EXERCISE BRIEF:
Copy the data that appears below exactly. Drop the pictures.

START STUDY MATERIAL

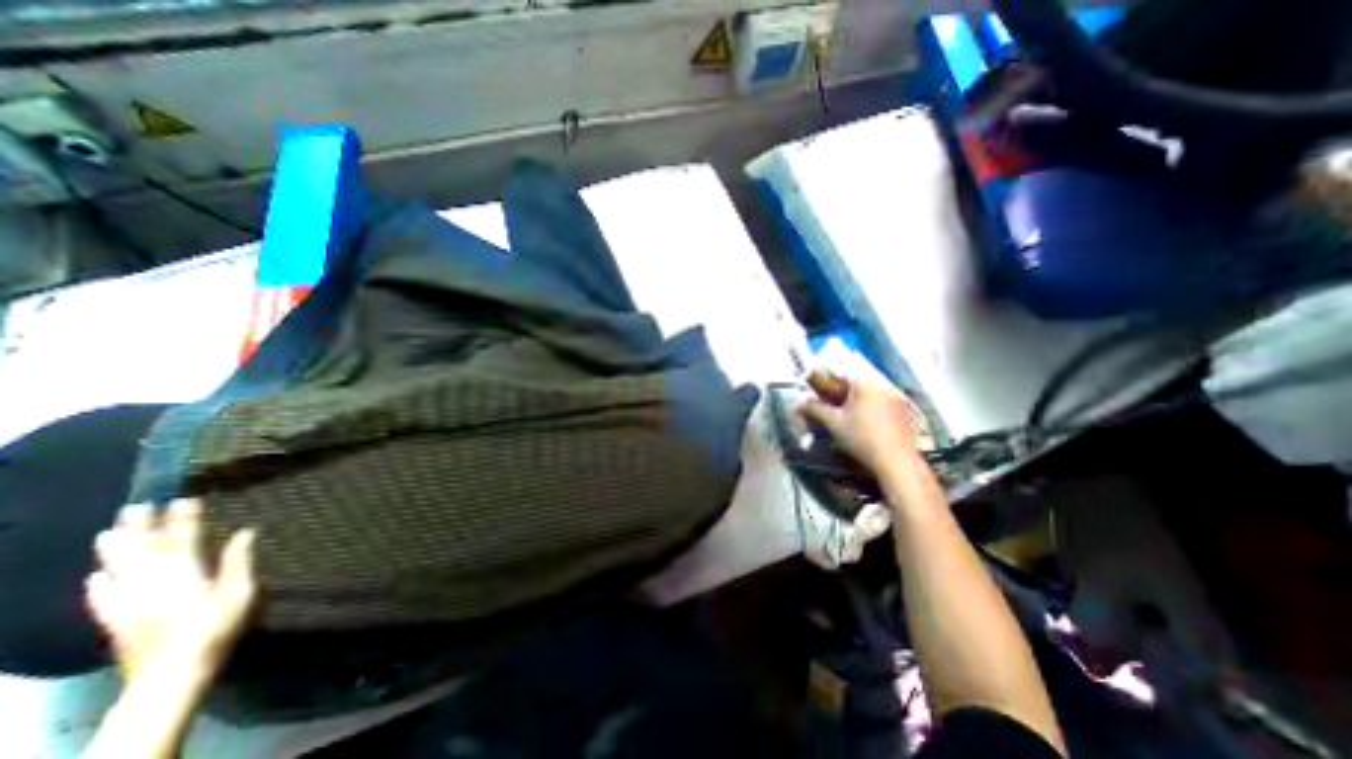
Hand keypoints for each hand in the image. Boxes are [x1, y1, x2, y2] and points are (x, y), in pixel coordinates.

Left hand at [89, 502, 259, 678]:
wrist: (171, 673)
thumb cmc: (216, 626)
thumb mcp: (240, 592)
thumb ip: (239, 561)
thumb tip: (246, 532)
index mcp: (184, 572)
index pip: (183, 538)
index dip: (185, 518)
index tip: (186, 498)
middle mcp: (151, 582)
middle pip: (143, 550)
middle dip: (141, 527)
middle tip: (137, 506)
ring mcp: (128, 603)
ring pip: (118, 569)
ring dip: (114, 549)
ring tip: (108, 531)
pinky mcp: (116, 621)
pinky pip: (102, 599)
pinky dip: (98, 585)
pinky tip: (96, 577)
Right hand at [795, 355, 925, 480]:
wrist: (896, 463)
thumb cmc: (861, 439)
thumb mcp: (833, 423)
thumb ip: (815, 408)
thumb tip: (800, 402)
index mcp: (865, 383)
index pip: (844, 369)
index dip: (830, 376)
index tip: (821, 387)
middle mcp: (884, 384)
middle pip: (859, 378)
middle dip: (845, 387)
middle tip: (834, 401)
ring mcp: (898, 397)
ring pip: (873, 388)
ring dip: (859, 396)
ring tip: (850, 412)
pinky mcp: (905, 410)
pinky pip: (885, 399)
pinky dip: (874, 405)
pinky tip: (869, 421)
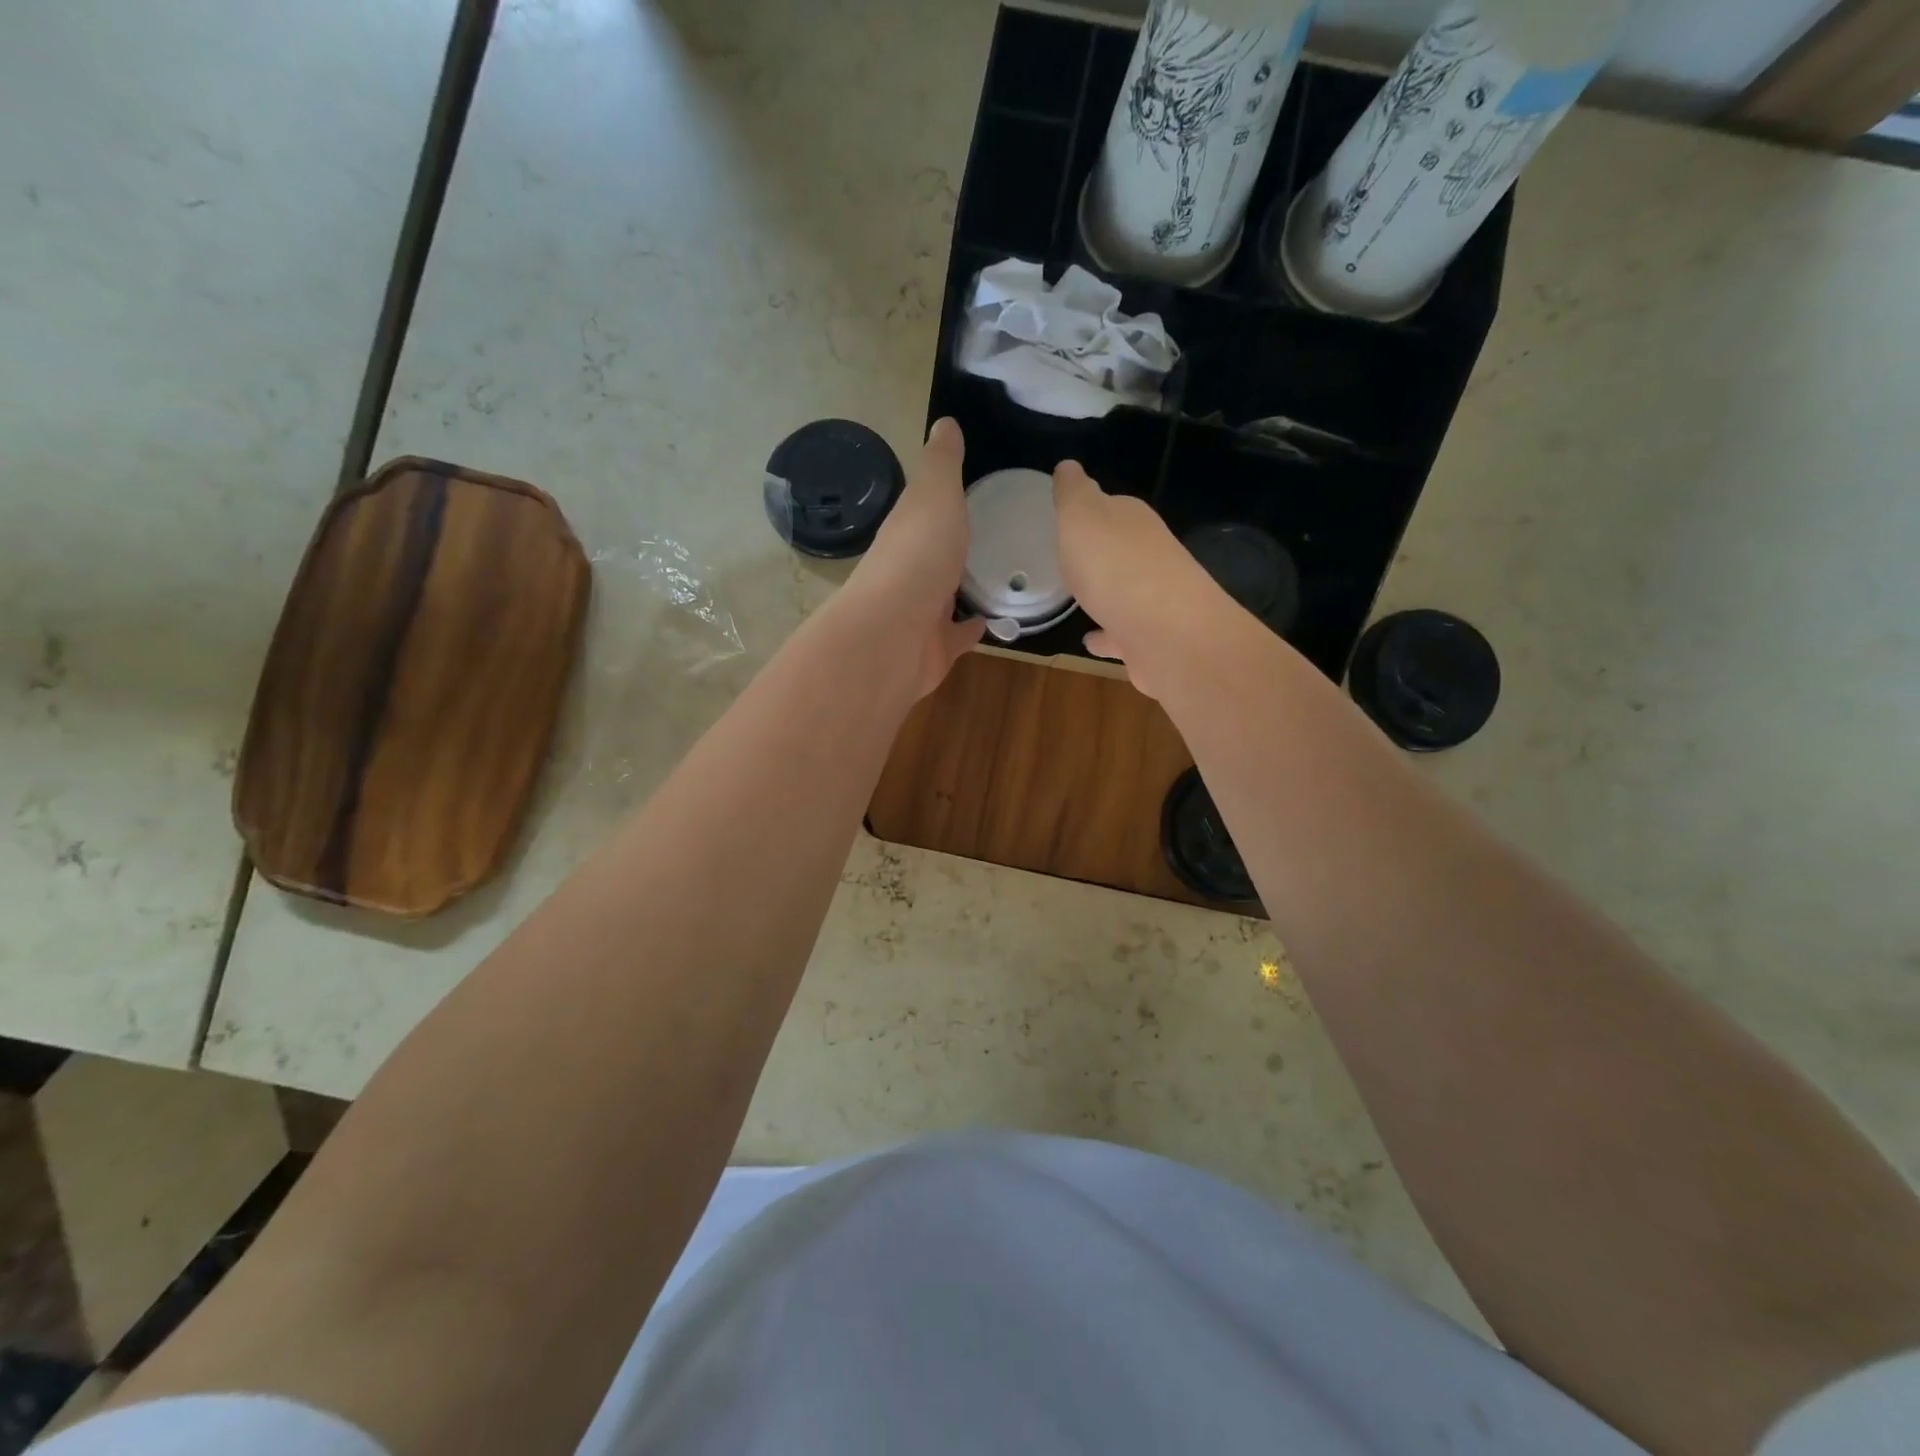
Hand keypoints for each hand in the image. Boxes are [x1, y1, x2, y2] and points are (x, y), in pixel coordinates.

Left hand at [845, 417, 983, 697]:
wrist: (894, 635)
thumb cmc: (918, 556)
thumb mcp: (935, 494)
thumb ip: (942, 463)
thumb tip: (945, 422)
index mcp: (907, 531)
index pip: (925, 510)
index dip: (944, 499)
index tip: (975, 488)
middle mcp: (909, 571)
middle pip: (934, 554)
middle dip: (955, 545)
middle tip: (998, 534)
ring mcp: (920, 613)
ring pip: (945, 596)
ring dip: (965, 587)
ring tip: (1004, 575)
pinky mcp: (935, 649)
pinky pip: (958, 636)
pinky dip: (973, 629)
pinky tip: (997, 621)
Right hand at [1051, 459, 1227, 697]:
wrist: (1164, 632)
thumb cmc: (1115, 566)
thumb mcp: (1081, 516)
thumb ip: (1073, 492)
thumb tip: (1068, 466)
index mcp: (1132, 521)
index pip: (1111, 507)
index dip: (1090, 511)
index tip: (1068, 519)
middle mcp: (1149, 556)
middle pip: (1121, 548)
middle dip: (1100, 551)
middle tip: (1071, 558)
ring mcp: (1153, 600)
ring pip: (1123, 591)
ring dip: (1105, 592)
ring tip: (1078, 599)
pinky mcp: (1150, 639)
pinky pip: (1121, 634)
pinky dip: (1106, 635)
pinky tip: (1090, 640)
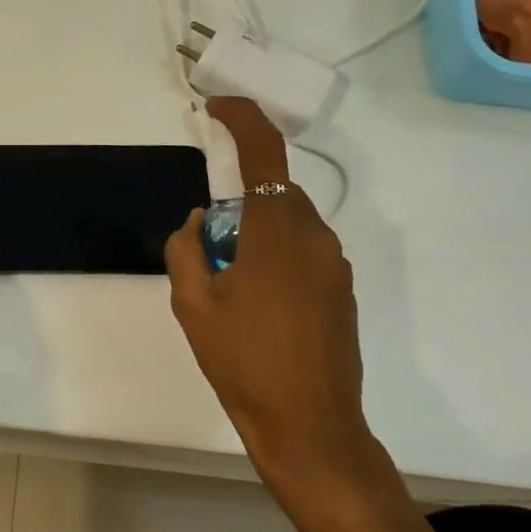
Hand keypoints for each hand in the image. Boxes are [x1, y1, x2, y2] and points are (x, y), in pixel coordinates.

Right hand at [163, 98, 403, 521]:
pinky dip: (275, 262)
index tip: (215, 108)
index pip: (264, 152)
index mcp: (277, 230)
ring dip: (256, 239)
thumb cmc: (242, 360)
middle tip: (207, 256)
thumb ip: (187, 249)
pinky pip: (302, 255)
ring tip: (231, 294)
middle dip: (237, 208)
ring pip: (288, 227)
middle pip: (273, 194)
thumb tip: (201, 223)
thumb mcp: (192, 303)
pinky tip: (259, 312)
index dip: (241, 118)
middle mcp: (315, 236)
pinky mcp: (343, 292)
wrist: (308, 424)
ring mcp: (335, 266)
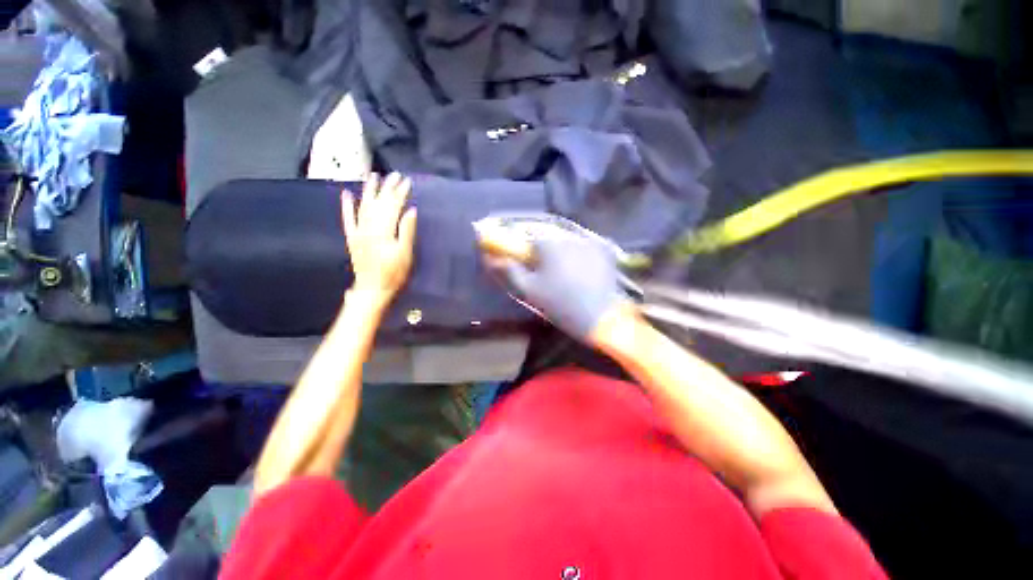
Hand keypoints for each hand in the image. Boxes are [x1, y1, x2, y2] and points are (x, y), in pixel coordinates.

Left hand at [341, 173, 416, 303]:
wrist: (373, 289)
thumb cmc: (394, 274)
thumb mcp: (405, 254)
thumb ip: (407, 231)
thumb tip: (411, 210)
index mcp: (383, 231)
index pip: (392, 206)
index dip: (400, 193)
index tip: (407, 182)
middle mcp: (368, 227)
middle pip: (378, 203)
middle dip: (387, 188)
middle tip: (395, 175)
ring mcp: (358, 232)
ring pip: (363, 206)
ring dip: (368, 191)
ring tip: (373, 176)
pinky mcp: (353, 237)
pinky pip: (348, 219)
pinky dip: (347, 206)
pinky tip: (347, 194)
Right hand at [489, 229, 629, 341]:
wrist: (601, 319)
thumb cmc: (560, 304)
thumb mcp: (529, 290)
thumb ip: (509, 271)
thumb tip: (492, 258)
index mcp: (548, 243)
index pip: (526, 234)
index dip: (521, 246)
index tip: (521, 259)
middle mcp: (569, 236)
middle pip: (547, 237)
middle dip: (541, 250)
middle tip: (542, 271)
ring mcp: (589, 242)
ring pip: (565, 241)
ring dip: (559, 252)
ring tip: (562, 275)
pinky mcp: (604, 251)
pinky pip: (583, 247)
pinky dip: (578, 255)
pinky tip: (579, 273)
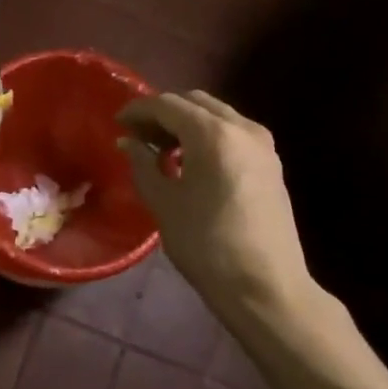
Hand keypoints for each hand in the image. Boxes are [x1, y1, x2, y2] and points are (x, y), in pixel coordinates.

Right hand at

END STUDY MATERIAL

FINISHED EXERCISE:
Hand keypoints for each hand in the image. Boxes are [x1, y1, x2, y2] and points are (x, y), in pixel coordinates.

Left hand at [89, 502, 259, 678]:
wrist: (171, 673)
thumb cmc: (216, 626)
thumb mcp: (240, 592)
thumb ip: (239, 561)
thumb tip: (246, 532)
index mcp: (184, 572)
index pip: (183, 538)
index dip: (185, 518)
index tip: (186, 498)
middle mcp: (151, 582)
middle pip: (143, 550)
middle dip: (141, 527)
middle tip: (137, 506)
ring mcp: (128, 603)
ring pip: (118, 569)
ring dip: (114, 549)
ring tip: (108, 531)
pinky mcp: (116, 621)
pinky pip: (102, 599)
pinky dip: (98, 585)
pinky tip: (96, 577)
Right hand at [795, 355, 925, 480]:
wrist: (896, 463)
thumb cmc: (861, 439)
thumb mcp: (833, 423)
thumb ip: (815, 408)
thumb tip: (800, 402)
index mcp: (865, 383)
index pip: (844, 369)
index dip: (830, 376)
index tip: (821, 387)
middle mcp: (884, 384)
middle pip: (859, 378)
middle dip: (845, 387)
middle tip: (834, 401)
ring mcp: (898, 397)
ring pip: (873, 388)
ring dip: (859, 396)
ring tip: (850, 412)
pinky mcp: (905, 410)
pinky pip: (885, 399)
pinky dip: (874, 405)
pinky tip: (869, 421)
Hand keypoints for each hand in the image. Boxes are [x1, y1, x2, y2] and points are (x, y), in pixel coordinates.

Left hand at [845, 417, 983, 697]:
wrist: (894, 635)
thumb cmc: (918, 556)
thumb mcp: (935, 494)
thumb ip: (942, 463)
thumb tip: (945, 422)
index mcp: (907, 531)
index pip: (925, 510)
index dip: (944, 499)
index tip: (975, 488)
middle mcp: (909, 571)
middle pip: (934, 554)
middle dip: (955, 545)
middle tip: (998, 534)
ring mcp: (920, 613)
ring pip: (945, 596)
ring dip: (965, 587)
ring tip: (1004, 575)
pinky mcp: (935, 649)
pinky pip: (958, 636)
pinky dip: (973, 629)
pinky tip: (997, 621)
Right hand at [1051, 459, 1227, 697]:
wrist: (1164, 632)
thumb cmc: (1115, 566)
thumb mcp: (1081, 516)
thumb ip: (1073, 492)
thumb tip: (1068, 466)
index mcp: (1132, 521)
index pip: (1111, 507)
index dip: (1090, 511)
index tip: (1068, 519)
middle mcp: (1149, 556)
middle pip: (1121, 548)
middle dip: (1100, 551)
middle tip: (1071, 558)
ring mcp: (1153, 600)
ring pip: (1123, 591)
ring dip: (1105, 592)
ring tip: (1078, 599)
pinky mcp: (1150, 639)
pinky pip: (1121, 634)
pinky dip: (1106, 635)
pinky tip: (1090, 640)
Hand keypoints for each hand in the image. Boxes are [x1, y1, x2, y2] and points are (x, y), in pixel coordinates.

Right hand at [163, 98, 403, 521]:
pinky dip: (275, 262)
index tip: (215, 108)
index pip: (264, 152)
index mcp: (277, 230)
ring dip: (256, 239)
thumb cmc: (242, 360)
middle tip: (207, 256)
thumb ip: (187, 249)
pinky pip: (302, 255)
ring tip: (231, 294)
middle dip: (237, 208)
ring pip: (288, 227)
middle pip: (273, 194)
thumb tip: (201, 223)
thumb mcp: (192, 303)
pinky tip: (259, 312)
index dip: (241, 118)
middle mcp: (315, 236)
pinky mcp: (343, 292)
wrist: (308, 424)
ring mcp: (335, 266)
Hand keypoints for each hand in the image. Boxes are [x1, y1, x2, y2] and points are (x, y), in pixel coordinates.

Left hand at [341, 173, 416, 303]:
wrist: (373, 289)
thumb cmc: (394, 274)
thumb mcp: (405, 254)
thumb ip: (407, 231)
thumb tip: (411, 210)
index mcp: (383, 231)
index pip: (392, 206)
index dip: (400, 193)
index tip: (407, 182)
middle mcp: (368, 227)
middle pip: (378, 203)
middle dip: (387, 188)
middle tip: (395, 175)
ring mcp: (358, 232)
ring pip: (363, 206)
ring dip: (368, 191)
ring tip: (373, 176)
pinky mcp: (353, 237)
pinky pip: (348, 219)
pinky dip: (347, 206)
pinky tip: (347, 194)
Right hand at [489, 229, 629, 341]:
wrist: (601, 319)
thumb cmc: (560, 304)
thumb mcp: (529, 290)
thumb ip: (509, 271)
thumb tip: (492, 258)
index mcp: (548, 243)
index pip: (526, 234)
index dip: (521, 246)
index tip: (521, 259)
middle mcp: (569, 236)
middle pip: (547, 237)
middle dip: (541, 250)
middle tip: (542, 271)
ring mcp: (589, 242)
ring pip: (565, 241)
ring dip: (559, 252)
ring tip: (562, 275)
pinky mcp: (604, 251)
pinky pip: (583, 247)
pinky dip: (578, 255)
pinky tip: (579, 273)
Hand keypoints for each hand in the image. Boxes are [x1, y1, x2, y2] and points are (x, y), in pixel coordinates.

Right hand at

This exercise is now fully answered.